There are a lot of reports describing the potential of adverse outcomes due to hepatitis B reactivation with chemotherapy as well as with treatment of hepatitis C; in addition, there are recommendations to prevent this occurrence (see below). With hepatitis C virus (HCV), the issue of reactivation has not garnered the same type of concern. A recent study (HA Torres et al. Hepatology 2018; 67: 36-47) indicates that HCV can reactivate with chemotherapy, though this may not result in adverse outcomes. The authors prospectively followed HCV-infected patients receiving cancer therapy from 2012-16. Reactivation was defined as HCV RNA increase >1 log over baseline and hepatic flare as an increase in ALT >3 times ULN.
- “Reactivation occurred in 23 (23%)…No patient with reactivation experienced liver failure or liver-related death within 36 weeks after initiation of cancer treatment…most had an unremarkable clinical course.”

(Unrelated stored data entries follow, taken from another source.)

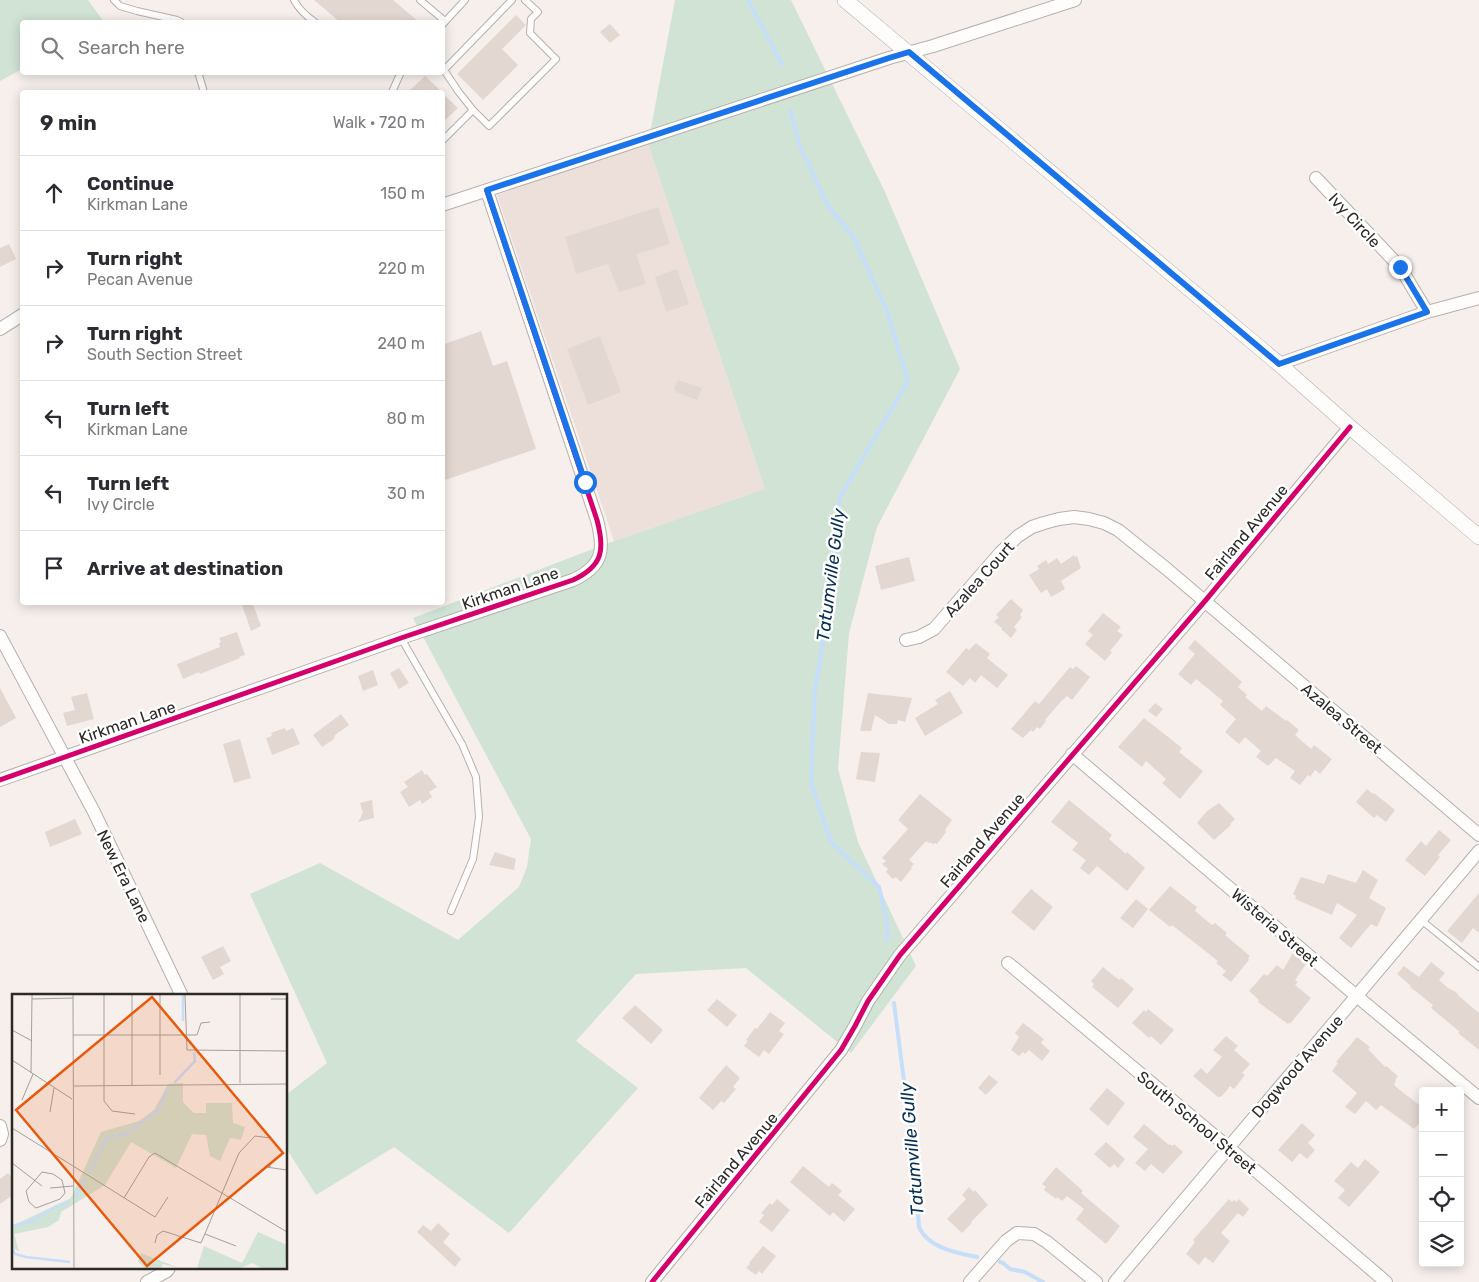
<!DOCTYPE html>
<meta charset="utf-8">
<style>
:root{--surface:#fff;--page:#f7f7f7;--text:#2b2b33;--muted:#7c7c81;--line:#e1e1e2}
body{margin:0;font-family:Rubik,sans-serif;background:var(--page);color:var(--text)}
.controls{position:absolute;right:15px;bottom:15px;display:grid;overflow:hidden;border-radius:5px;box-shadow:0 2px 12px #0003}
.controls button{width:45px;height:45px;display:grid;place-items:center;padding:0;border:0;border-bottom:1px solid var(--line);background:var(--surface);color:var(--text);font:25px sans-serif}
.stop{position:absolute;width:15px;height:15px;margin:-11px;border:4px solid #1a73e8;border-radius:50%;background:#fff}
.stop.end{background:#1a73e8;border-color:#fff;box-shadow:0 1px 5px #0008}
.list{margin:0;padding:0;list-style:none}
h2{display:flex;justify-content:space-between;align-items:center;height:65px;margin:0;padding:0 20px;font-size:21px}
h2 small{font-size:16px;font-weight:400;color:var(--muted)}
.list li{display:grid;grid-template-columns:32px 1fr auto;gap:15px;align-items:center;box-sizing:border-box;height:75px;padding:0 20px;border-top:1px solid var(--line)}
.list b{display:block;font-size:19px;white-space:nowrap}
.list p{margin:0;font-size:16px;white-space:nowrap;color:var(--muted)}
.list em{font-size:16px;font-style:normal;color:var(--muted)}
.icon{flex:none;width:28px;height:28px;fill:none;stroke:currentColor;stroke-width:2;stroke-linecap:round;stroke-linejoin:round}
.map{position:relative;flex:none;width:1479px;height:1282px;overflow:hidden}
.search{position:absolute;background:var(--surface);box-shadow:0 2px 12px #0003;left:20px;top:20px;width:425px;height:55px;display:flex;align-items:center;gap:12px;box-sizing:border-box;padding:0 18px;border-radius:5px;color:var(--muted);font-size:19px}
.panel{position:absolute;background:var(--surface);box-shadow:0 2px 12px #0003;left:20px;top:90px;width:425px;height:515px;border-radius:5px}
.map>svg:first-child{display:block}
.built{fill:#ede0da}
.green{fill:#d0e3d5}
.lines{fill:none;stroke-linecap:round;stroke-linejoin:round}
.stream{stroke:#c6def9;stroke-width:4}
.building{fill:#e3d7d1}
.service-casing{stroke:#b5b0ae;stroke-width:8}
.minor-casing{stroke:#b5b0ae;stroke-width:14}
.tertiary-casing{stroke:#b5b0ae;stroke-width:16}
.service{stroke:#fefdfc;stroke-width:6}
.minor{stroke:#fefdfc;stroke-width:12}
.tertiary{stroke:#fefdfc;stroke-width:15}
.cycleway-casing{stroke:#fff;stroke-width:8}
.cycleway{stroke:#d6006c;stroke-width:5}
.route{stroke:#1a73e8;stroke-width:6}
.labels{text-anchor:middle;stroke-width:5;stroke-linejoin:round;paint-order:stroke}
.street-label{font-size:16px;fill:#2c2927;stroke:#fff}
.water-label{font-size:18px;font-style:italic;fill:#062f53;stroke:#fff}
.inset-river{fill:none;stroke:#c6def9;stroke-width:2.5}
.inset-road{fill:none;stroke:#a5a09d;stroke-width:1}
.view{fill:#e8590c;fill-opacity:0.15;stroke:#e8590c;stroke-width:2.5}
.inset-edge{fill:none;stroke:#2c2927;stroke-width:2.5}
</style>
<div class="map">
<svg width="1479" height="1282" viewBox="0 0 1479 1282">
<rect width="100%" height="100%" fill="#f6efec"/>
<path class="built" d="M648,144L765,489L614,541L497,195Z"/>
<path class="green" d="M0,0H88L104,22H22V69L0,81Z
M675,0H791L885,192L960,369L877,527L849,633L838,769L858,842L916,966L851,1053L746,968L636,974L576,1041L638,1088L509,1233L394,1147L316,1195L286,1148V1095L327,1063L250,894L320,863L458,940L519,887L527,867L531,839L413,618L614,541L765,489L648,144Z"/>
<g class="lines">
<path class="stream" d="M748,0L782,64
M790,110L800,146L828,206L854,238L887,311L908,381L840,497L833,584L815,689L811,783L831,842L879,887L887,921V940
M894,1003L904,1081L912,1128L919,1227C928,1248 957,1253 977,1257
M1000,1262L1003,1263L1010,1269L1025,1272L1043,1282"/>
</g>
<path class="building" d="M314,0H393L419,22H340Z
M516,15L526,25L502,49L518,65L483,100L457,74Z
M610,24L620,35L610,43L600,32Z
M425,76L442,92H408Z
M442,93L458,108L442,123Z
M658,207L670,244L636,254L646,284L619,292L608,264L576,274L565,237Z
M9,244L16,259L0,267V248Z
M677,269L689,304L666,312L655,277Z
M481,331L493,366L507,361L536,449L442,481V345Z
M600,336L621,392L588,405L567,349Z
M678,380L702,388L697,400L676,392L674,387Z
M1074,555L1075,557L1077,556L1081,568L1061,581L1065,589L1051,597L1047,589L1041,593L1029,575L1039,569L1037,566L1046,560L1048,564L1057,558L1061,564Z
M909,557L915,581L881,590L875,566Z
M1011,599L1023,610L1020,615L1022,617L1014,627L1017,630L1011,638L1001,629L1002,628L994,622L999,617L996,615Z
M241,602H252L261,626L251,631Z
M1103,613L1121,627L1117,631L1123,635L1110,651L1112,652L1105,661L1085,644L1093,635L1088,631Z
M237,632L245,655L239,657L240,658L200,674L199,672L183,679L177,664L220,647L219,643L221,642L219,638Z
M1195,640L1242,682L1238,687L1247,695L1245,697L1262,711L1266,706L1286,721L1287,720L1299,730L1295,735L1311,749L1314,745L1332,759L1320,774L1315,770L1310,777L1308,775L1300,785L1290,778L1295,771L1276,758L1268,766L1256,757L1261,751L1245,737L1239,744L1225,732L1236,719L1220,705L1223,701L1196,679L1191,685L1178,674L1195,654L1188,648Z
M976,643L990,654L987,658L1008,675L997,688L981,675L975,683L970,678L963,686L946,672L966,648L969,650Z
M1076,666L1090,677L1072,700L1067,696L1063,700V699L1045,720L1046,721L1040,729L1037,727L1033,732L1031,730L1023,738L1011,729L1035,701L1039,704L1070,667L1073,669Z
M399,668L409,683L399,689L390,673Z
M373,670L378,685L363,691L358,676Z
M0,688L16,718L0,727Z
M950,691L963,713L925,736L915,718L938,704L935,700Z
M87,693L94,719L67,726L63,713L75,710L71,697Z
M868,693L912,698L905,722L898,720L897,724H889L875,715L871,731H860Z
M1155,703L1163,709L1156,717L1148,711Z
M341,714L349,725L335,735L334,739L322,747L313,735Z
M1144,718L1182,748L1179,752L1203,771L1180,799L1162,783L1166,779L1146,761L1142,767L1118,747Z
M285,728L286,731L293,728L300,744L272,755L266,738L272,736L271,733Z
M240,739L251,778L234,783L223,744Z
M861,752L880,753L875,782L856,779Z
M422,770L425,775L427,774L437,787L429,792L432,797L422,804L420,800L409,807L400,792L408,787L404,782Z
M1367,789L1373,794L1374,793L1395,810L1386,822L1377,815L1374,818L1356,802Z
M920,794L952,820L945,830L946,832L937,844L935,843L933,844L930,842L929,843L926,841L909,860L914,864L911,867L912,868L901,882L896,877L893,879L886,872L888,869L882,864L886,861L882,858L908,829L898,820Z
M372,800L374,818L358,822L363,813L360,803Z
M1069,800L1112,835L1109,839L1126,854L1127,852L1145,868L1127,891L1097,866L1089,875L1080,868L1086,860L1072,850L1078,843L1051,822Z
M1219,803L1235,819L1230,824L1231,825L1214,840L1197,823L1207,811Z
M75,819L82,834L50,847L45,832Z
M1439,830L1451,840L1438,855L1440,857L1425,876L1405,860L1421,841L1426,846Z
M495,852L516,859L514,870L489,865Z
M1363,870L1378,880L1369,898L1386,908L1377,927L1371,924L1351,948L1339,938L1357,915L1337,903L1332,915L1295,899L1296,896L1293,894L1301,877L1324,884L1328,874L1356,883Z
M1170,886L1197,907L1195,911L1212,925L1215,923L1227,933L1225,935L1250,956L1248,958L1249,960L1231,982L1222,975L1226,971L1216,963L1218,961L1172,925L1170,927L1149,910Z
M1031,889L1053,907L1034,931L1011,912Z
M1479,893V933L1473,928L1462,943L1447,931Z
M1136,899L1148,909L1133,928L1120,918Z
M223,946L231,961L220,967L224,974L213,980L201,957Z
M1293,953L1306,964L1295,980L1298,982L1295,985L1311,998L1290,1024L1289,1022L1288,1024L1258,1002L1259,1000L1249,991L1264,974L1267,976L1277,965L1283,970Z
M1431,962L1445,973L1439,980L1448,988L1456,992L1459,996L1479,1013V1050L1458,1033L1460,1032L1431,1008L1433,1005L1410,987L1411,986L1397,974L1404,966L1419,977Z
M1103,967L1119,980L1121,978L1134,989L1118,1008L1092,987L1094,984L1091,981Z
M717,999L737,1015L727,1027L707,1010Z
M635,1005L663,1030L651,1044L622,1018Z
M1148,1009L1174,1030L1161,1045L1151,1036L1149,1038L1132,1023L1144,1010L1146,1012Z
M770,1012L785,1023L779,1031L784,1034L769,1054L764,1050L759,1057L744,1046L748,1041L746,1040L755,1028L757,1029Z
M1023,1023L1044,1039L1041,1043L1050,1051L1042,1061L1029,1050L1025,1054L1023,1052L1019,1056L1011,1050L1019,1037L1015,1033Z
M1226,1036L1238,1046L1234,1050L1250,1064L1242,1073L1245,1075L1234,1089L1230,1086L1222,1096L1218,1097L1193,1076L1201,1068L1207,1074L1222,1057L1213,1050Z
M1357,1037L1370,1047L1368,1049L1385,1067L1386,1066L1398,1076L1395,1080L1396,1081L1394,1084L1396,1087L1423,1108V1119L1414,1129L1381,1105L1376,1110L1366,1101L1355,1114L1345,1107L1357,1093L1332,1071L1338,1063L1336,1062Z
M726,1065L740,1078L733,1087L736,1089L724,1103L721,1101L713,1110L699,1098Z
M989,1075L998,1082L986,1095L978,1088Z
M1107,1088L1125,1103L1108,1126L1089,1109Z
M1302,1123L1315,1135L1308,1143L1315,1150L1307,1159L1300,1153L1292,1162L1278,1150Z
M1144,1124L1169,1145L1170,1144L1172,1146L1174,1144L1183,1152L1163,1174L1151,1164L1145,1171L1135,1163L1148,1149L1133,1137Z
M1106,1142L1125,1159L1118,1168L1114,1164L1110,1168L1094,1154Z
M1365,1159L1380,1172L1349,1207L1338,1198L1345,1190L1334,1181L1351,1162L1358,1168Z
M803,1166L829,1187L832,1183L842,1191L838,1195L855,1209L844,1222L833,1212L830,1216L790,1182Z
M1056,1167L1083,1191L1081,1193L1120,1226L1106,1244L1076,1219L1084,1209L1067,1196L1062,1201L1057,1197L1056,1199L1044,1190L1046,1187L1042,1184Z
M8,1173L14,1181V1194L0,1204V1179Z
M969,1187L974,1192L975,1190L988,1205L971,1222L972,1223L962,1233L947,1219L966,1199L962,1195Z
M777,1199L790,1210L772,1232L759,1222L764,1215L761,1213L770,1203L772,1205Z
M1229,1199L1232,1202L1234,1200L1237,1202L1239,1199L1249,1209L1243,1217L1238,1213L1221,1233L1230,1241L1213,1263L1205,1257L1199,1265L1186,1254L1195,1242L1193,1240Z
M438,1223L450,1234L443,1242L461,1259L455,1267L417,1232L423,1225L431,1231Z
M763,1246L776,1256L762,1274L759,1271L756,1275L746,1268L750,1264L749,1263Z"/>
<g class="lines">
<g class="service-casing">
<path id="service" d="M114,0L120,6L137,11L177,20L181,22
M294,0C299,10 306,16 315,22
M420,0L445,21
M442,25L465,0
M442,68L444,70L512,0
M444,70L458,91L473,110
M198,72L204,92
M392,92L401,72
M442,141L473,110L489,126L556,59L530,33L531,19L538,12L525,0
M401,638L462,744L476,777L479,817L473,859L451,911
M1421,920L1479,967"/>
</g>
<g class="minor-casing">
<path id="minor" d="M1316,178L1400,267L1427,312
M442,205L889,58L933,46L1075,0
M0,329L22,315
M1279,364L1427,312L1479,298
M0,636L94,812L182,996
M906,640L919,637L934,629L1001,552L1018,536L1032,527L1044,523L1059,519L1074,517L1089,519L1104,523L1118,530L1168,570L1479,835
M1072,754L1347,988L1479,1098
M0,780L401,638L573,580C603,566 605,550 597,520L487,191
M1008,963L1228,1147L1386,1282
M0,1126L2,1134L0,1140
M147,1282L167,1271L169,1268
M652,1282L841,1050L855,1026L868,1001L900,955L1205,601L1350,427
M970,1282L1006,1241L1017,1233L1034,1234L1047,1242L1096,1282
M1115,1282L1479,851"/>
</g>
<g class="tertiary-casing">
<path id="tertiary" d="M845,0L1279,364L1350,427L1479,537"/>
</g>
<use href="#service" class="service"/>
<use href="#minor" class="minor"/>
<use href="#tertiary" class="tertiary"/>
<g class="cycleway-casing">
<path id="cycleway" d="M0,780L401,638L573,580C603,566 605,550 597,520L487,191
M652,1282L841,1050L855,1026L868,1001L900,955L1205,601L1350,427"/>
</g>
<use href="#cycleway" class="cycleway"/>
</g>
<g class="lines">
<path class="route" d="M585,482L487,190L889,58L909,52L1279,364L1427,312L1400,267"/>
</g>
<g class="labels">
<g class="street-label">
<text transform="translate(1355 220) rotate(47)" y="6">Ivy Circle</text>
<text transform="translate(1246 532) rotate(-50)" y="6">Fairland Avenue</text>
<text transform="translate(979 579) rotate(-48)" y="6">Azalea Court</text>
<text transform="translate(510 588) rotate(-19)" y="6">Kirkman Lane</text>
<text transform="translate(1342 718) rotate(40)" y="6">Azalea Street</text>
<text transform="translate(127 722) rotate(-19)" y="6">Kirkman Lane</text>
<text transform="translate(982 840) rotate(-49)" y="6">Fairland Avenue</text>
<text transform="translate(124 876) rotate(64)" y="6">New Era Lane</text>
<text transform="translate(1275 927) rotate(41)" y="6">Wisteria Street</text>
<text transform="translate(1297 1066) rotate(-49)" y="6">Dogwood Avenue</text>
<text transform="translate(1197 1122) rotate(40)" y="6">South School Street</text>
<text transform="translate(736 1160) rotate(-50)" y="6">Fairland Avenue</text>
</g>
<g class="water-label">
<text transform="translate(831 575) rotate(-83)" y="6">Tatumville Gully</text>
<text transform="translate(912 1149) rotate(-95)" y="6">Tatumville Gully</text>
</g>
</g>
<g transform="translate(12 994)">
<rect width="275" height="275" fill="#f6efec"/>
<path d="M171,89V108L182,119H194V109H220L221,129L233,133L229,146L218,144L208,167L198,162L194,141L180,140L164,174L119,148L93,191L49,218L47,226L36,233L2,240L7,257L0,254V232L59,204L89,138L127,127L142,116L156,90ZM246,238L275,251L273,274H250L240,269L229,274H185L192,252L230,269ZM129,259L167,274L151,270L149,274H133L126,268Z" fill="#d0e3d5"/>
<path class="inset-river" d="M171,27V1M162,89L183,67L182,58M77,179L95,143L113,140L146,117L156,95M64,203L73,184M0,232L20,227L43,213L57,209M0,254L3,260L14,263L58,268"/>
<path class="inset-road" d="M61,1L62,274M92,1V107L100,117L123,120M173,1L175,56L275,57M20,5L61,4M259,5H275M0,36L20,47M61,41H185L189,29L198,28M0,66L60,105M19,79L20,1M148,81V1M228,89V1M62,92L275,90M120,92V1M10,106L21,80M38,118L42,94M0,134L143,223L156,203M0,169L30,192M259,172L254,173L275,176M30,178L41,180L50,186L53,199L48,205L24,214L17,208L14,197ZM38,194L61,192M112,204L137,163L143,159L275,238M193,240L224,252M143,249L145,241L151,237L189,249L227,159L243,142L259,144"/>
<path class="view" d="M140,3L271,159L135,272L4,116Z"/>
<rect width="275" height="275" class="inset-edge"/>
</g>
</svg>
<div class="controls">
<button>+</button>
<button>−</button>
<button><svg class="icon" aria-label="locate" viewBox="0 0 24 24"><circle cx="12" cy="12" r="6"/><path d="M12 2v4M12 18v4M2 12h4M18 12h4"/></svg></button>
<button><svg class="icon" aria-label="layers" viewBox="0 0 24 24"><path d="M12 4l9 5-9 5-9-5zM3 14l9 5 9-5"/></svg></button>
</div>
<div class="stop" style="left:585px;top:482px"></div>
<div class="stop end" style="left:1400px;top:267px"></div>
<div class="search"><svg class="icon" aria-label="search" viewBox="0 0 24 24"><circle cx="10" cy="10" r="6"/><path d="M15 15l6 6"/></svg>Search here</div>
<section class="panel">
<h2>9 min<small>Walk · 720 m</small></h2>
<ul class="list">
<li><svg class="icon" aria-label="ahead" viewBox="0 0 24 24"><path d="M12 20V5M6 11l6-6 6 6"/></svg><div><b>Continue</b><p>Kirkman Lane</p></div><em>150 m</em></li>
<li><svg class="icon" aria-label="right" viewBox="0 0 24 24"><path d="M7 20v-9h11M14 6l5 5-5 5"/></svg><div><b>Turn right</b><p>Pecan Avenue</p></div><em>220 m</em></li>
<li><svg class="icon" aria-label="right" viewBox="0 0 24 24"><path d="M7 20v-9h11M14 6l5 5-5 5"/></svg><div><b>Turn right</b><p>South Section Street</p></div><em>240 m</em></li>
<li><svg class="icon" aria-label="left" viewBox="0 0 24 24"><path d="M17 20v-9H6M10 6l-5 5 5 5"/></svg><div><b>Turn left</b><p>Kirkman Lane</p></div><em>80 m</em></li>
<li><svg class="icon" aria-label="left" viewBox="0 0 24 24"><path d="M17 20v-9H6M10 6l-5 5 5 5"/></svg><div><b>Turn left</b><p>Ivy Circle</p></div><em>30 m</em></li>
<li><svg class="icon" aria-label="arrive" viewBox="0 0 24 24"><path d="M6 21V4h12l-3 4 3 4H6"/></svg><div><b>Arrive at destination</b></div></li>
</ul>
</section>
</div>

Related article: M Persico et al. Hepatology 2018; 67: 48-55. In the Persico study, the authors examined the association of HCV with non-Hodgkin’s lymphoma. In this observational study, all patients underwent antiviral therapy with sofosbuvir/ledipasvir and chemotherapy. Compared to a historical control group, the antiviral treatment group had similar overall survival but a significantly higher disease-free survival after 52 weeks. Thus, the authors note that antiviral treatment combined with chemotherapy, “was shown to be safe and effective in influencing remission of aggressive lymphomas in HCV patients.”